Das geschah fast beiläufig und erregte nur in Academia Aufsehen. Seit 1972 werden sie nicht mehr mit 68 Jahren »emeritiert«, sondern mit 65 »pensioniert« wie normale Beamte. Das kränkte, denn mit der Pensionierung verloren sie die Mitgliedschaft in ihrer Korporation und ihren Emeritus-Arbeitsplatz. Für die Reformer waren das alles Relikte aus dem Traditionskramladen der Ordinarienuniversität. Zugleich wurde der »ordentliche Professor« zum »Universitätsprofessor«. In den meisten Bundesländern sieht das Gesetz auch keine »Lehrstühle« mehr vor, sondern nur noch »Arbeitsplätze« - oft Reformen, die kein Geld kosten durften, aber den Professoren seit den siebziger Jahren eine stabile lebensgeschichtliche Erfahrung vermittelten: Reformen sind für sie Mittelkürzungen. Wenn die Politik sagt: Ohne Reformen kein Geld, antworten die Professoren im Chor: Ohne Geld keine Reformen. Ist nun alles besser, seit der Lack vom ordentlichen Professor ab ist? Was für ein Irrtum. »Nach wie vor sind Macht und Ehre bei einer kleinen Zahl unbefristet angestellter Forscher konzentriert, der Professorenschaft«, schrieb kürzlich die Neue Zürcher Zeitung. In Deutschland machen sie 13 Prozent des Lehrkörpers aus. »Die Mehrheit des restlichen Lehrpersonals - und das ist das Spezifische - ist den Professoren unterstellt und wird von den Universitäten mit befristeten Verträgen angestellt.« Unter ihnen bilden die Mitarbeiter und Assistenten mit 85 Prozent in Deutschland die größte Gruppe.
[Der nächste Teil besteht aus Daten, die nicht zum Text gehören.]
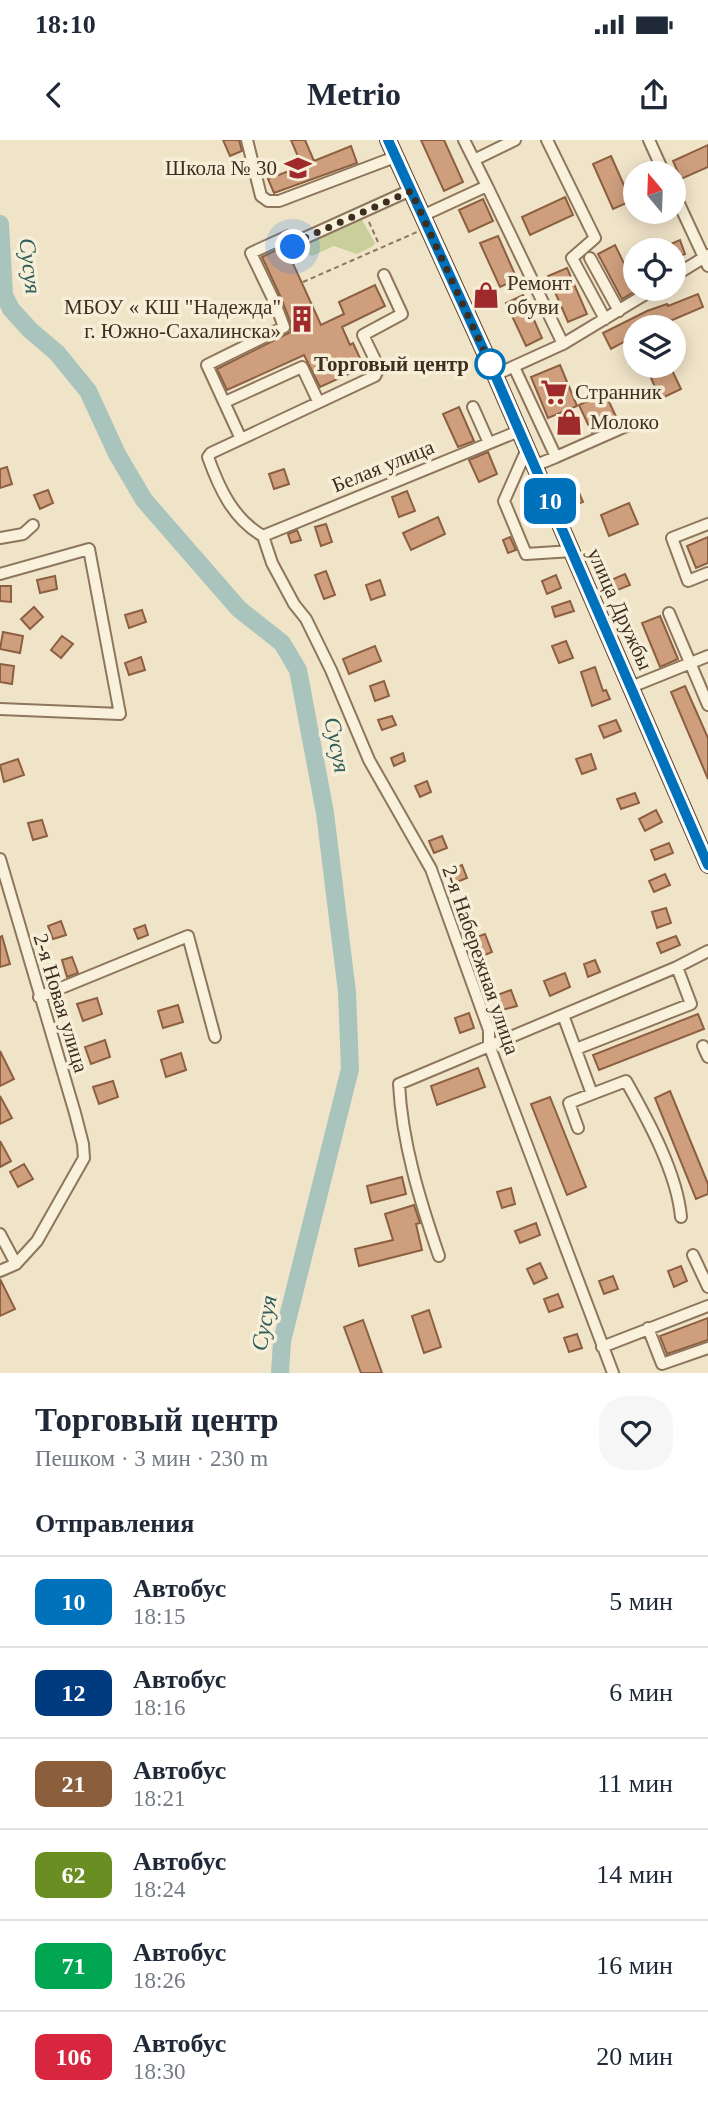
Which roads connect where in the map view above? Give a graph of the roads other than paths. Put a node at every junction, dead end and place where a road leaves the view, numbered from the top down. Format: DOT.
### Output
graph roads {
  1 [pos="247,140"];
  2 [pos="388,140"];
  3 [pos="464,140"];
  4 [pos="515,140"];
  5 [pos="547,140"];
  6 [pos="649,140"];
  7 [pos="395,157"];
  8 [pos="474,160"];
  9 [pos="659,161"];
  10 [pos="487,187"];
  11 [pos="411,191"];
  12 [pos="686,217"];
  13 [pos="425,222"];
  14 [pos="590,258"];
  15 [pos="707,259"];
  16 [pos="686,270"];
  17 [pos="384,275"];
  18 [pos="635,301"];
  19 [pos="619,311"];
  20 [pos="605,319"];
  21 [pos="563,344"];
  22 [pos="514,367"];
  23 [pos="495,375"];
  24 [pos="318,401"];
  25 [pos="225,402"];
  26 [pos="472,408"];
  27 [pos="634,423"];
  28 [pos="519,431"];
  29 [pos="240,439"];
  30 [pos="489,443"];
  31 [pos="527,449"];
  32 [pos="556,457"];
  33 [pos="534,466"];
  34 [pos="563,482"];
  35 [pos="545,489"];
  36 [pos="708,524"];
  37 [pos="33,525"];
  38 [pos="263,536"];
  39 [pos="0,538"];
  40 [pos="572,551"];
  41 [pos="708,573"];
  42 [pos="0,574"];
  43 [pos="669,613"];
  44 [pos="708,656"];
  45 [pos="690,663"];
  46 [pos="631,687"];
  47 [pos="708,705"];
  48 [pos="0,709"];
  49 [pos="0,859"];
  50 [pos="708,865"];
  51 [pos="708,951"];
  52 [pos="677,967"];
  53 [pos="39,997"];
  54 [pos="564,1015"];
  55 [pos="215,1037"];
  56 [pos="489,1045"];
  57 [pos="703,1045"];
  58 [pos="576,1049"];
  59 [pos="708,1057"];
  60 [pos="592,1094"];
  61 [pos="578,1128"];
  62 [pos="681,1217"];
  63 [pos="0,1234"];
  64 [pos="693,1255"];
  65 [pos="439,1256"];
  66 [pos="16,1264"];
  67 [pos="0,1271"];
  68 [pos="708,1287"];
  69 [pos="708,1306"];
  70 [pos="648,1328"];
  71 [pos="602,1347"];
  72 [pos="708,1348"];
  73 [pos="613,1373"];
  1 -- 7 [label="street"];
  2 -- 7 [label="main road, улица Дружбы"];
  3 -- 8 [label="street"];
  4 -- 8 [label="street"];
  5 -- 20 [label="street"];
  6 -- 9 [label="street"];
  7 -- 11 [label="main road, улица Дружбы"];
  8 -- 10 [label="street"];
  10 -- 13 [label="street"];
  10 -- 21 [label="street"];
  11 -- 13 [label="main road, улица Дружбы"];
  11 -- 25 [label="street"];
  12 -- 15 [label="street"];
  13 -- 23 [label="main road, улица Дружбы"];
  14 -- 19 [label="street"];
  15 -- 16 [label="street"];
  17 -- 24 [label="street"];
  18 -- 19 [label="street"];
  19 -- 20 [label="street"];
  20 -- 21 [label="street"];
  21 -- 22 [label="street"];
  22 -- 23 [label="street"];
  22 -- 32 [label="street"];
  23 -- 28 [label="main road, улица Дружбы"];
  24 -- 25 [label="street"];
  24 -- 29 [label="street"];
  25 -- 29 [label="street"];
  26 -- 30 [label="street"];
  27 -- 32 [label="street"];
  28 -- 30 [label="street, Белая улица"];
  28 -- 31 [label="main road, улица Дружбы"];
  29 -- 38 [label="street"];
  30 -- 38 [label="street, Белая улица"];
  31 -- 33 [label="main road, улица Дружбы"];
  31 -- 40 [label="street"];
  32 -- 33 [label="street"];
  33 -- 35 [label="main road, улица Дружбы"];
  34 -- 35 [label="street"];
  35 -- 40 [label="main road, улица Дружбы"];
  36 -- 41 [label="street"];
  37 -- 39 [label="street"];
  38 -- 56 [label="street, 2-я Набережная улица"];
  40 -- 46 [label="main road, улица Дружбы"];
  42 -- 48 [label="street"];
  43 -- 45 [label="street"];
  44 -- 45 [label="street"];
  45 -- 46 [label="street"];
  45 -- 47 [label="street"];
  46 -- 50 [label="main road, улица Дружбы"];
  49 -- 53 [label="street, 2-я Новая улица"];
  51 -- 52 [label="street"];
  52 -- 54 [label="street"];
  52 -- 58 [label="street"];
  53 -- 55 [label="street"];
  53 -- 66 [label="street, 2-я Новая улица"];
  54 -- 56 [label="street"];
  54 -- 58 [label="street"];
  56 -- 65 [label="street"];
  56 -- 71 [label="street, 2-я Набережная улица"];
  57 -- 59 [label="street"];
  58 -- 60 [label="street"];
  60 -- 61 [label="street"];
  60 -- 62 [label="street"];
  63 -- 66 [label="street"];
  64 -- 68 [label="street"];
  66 -- 67 [label="street"];
  69 -- 70 [label="street"];
  70 -- 71 [label="street"];
  70 -- 72 [label="street"];
  71 -- 73 [label="street, 2-я Набережная улица"];
}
Der Nachwuchswissenschaftler, der sich durch diesen Flaschenhals nach oben gequält hat und den Titel Professor als Amtsbezeichnung tragen darf, hat es geschafft. Ein gutes Gehalt und hohes Sozialprestige sind ihm sicher. Er kann lehren und erforschen, was ihm Spaß macht. Weil Forschung und Lehre »frei« sind, sitzt über ihm niemand mehr, der ihm etwas zu sagen hätte, nur noch der liebe Gott und vielleicht ein missgünstiger Kollege. Zur Last fallen ihm allenfalls noch die Studenten - wenn sie nicht top sind und eine Verjüngungskur für den alternden Professor darstellen. Nur in den Obergerichten und in der hohen Verwaltung gibt es ein solches Maß an Unabhängigkeit und Freiheit. Der deutsche Professor kann das Erbe der Mandarine nicht leugnen. Bis heute gibt es immer wieder Persönlichkeiten, die aus der Masse herausragen und ihre Universitäten prägen. Für Reformer bleiben sie - man mag es beklagen oder begrüßen - eine harte Nuss.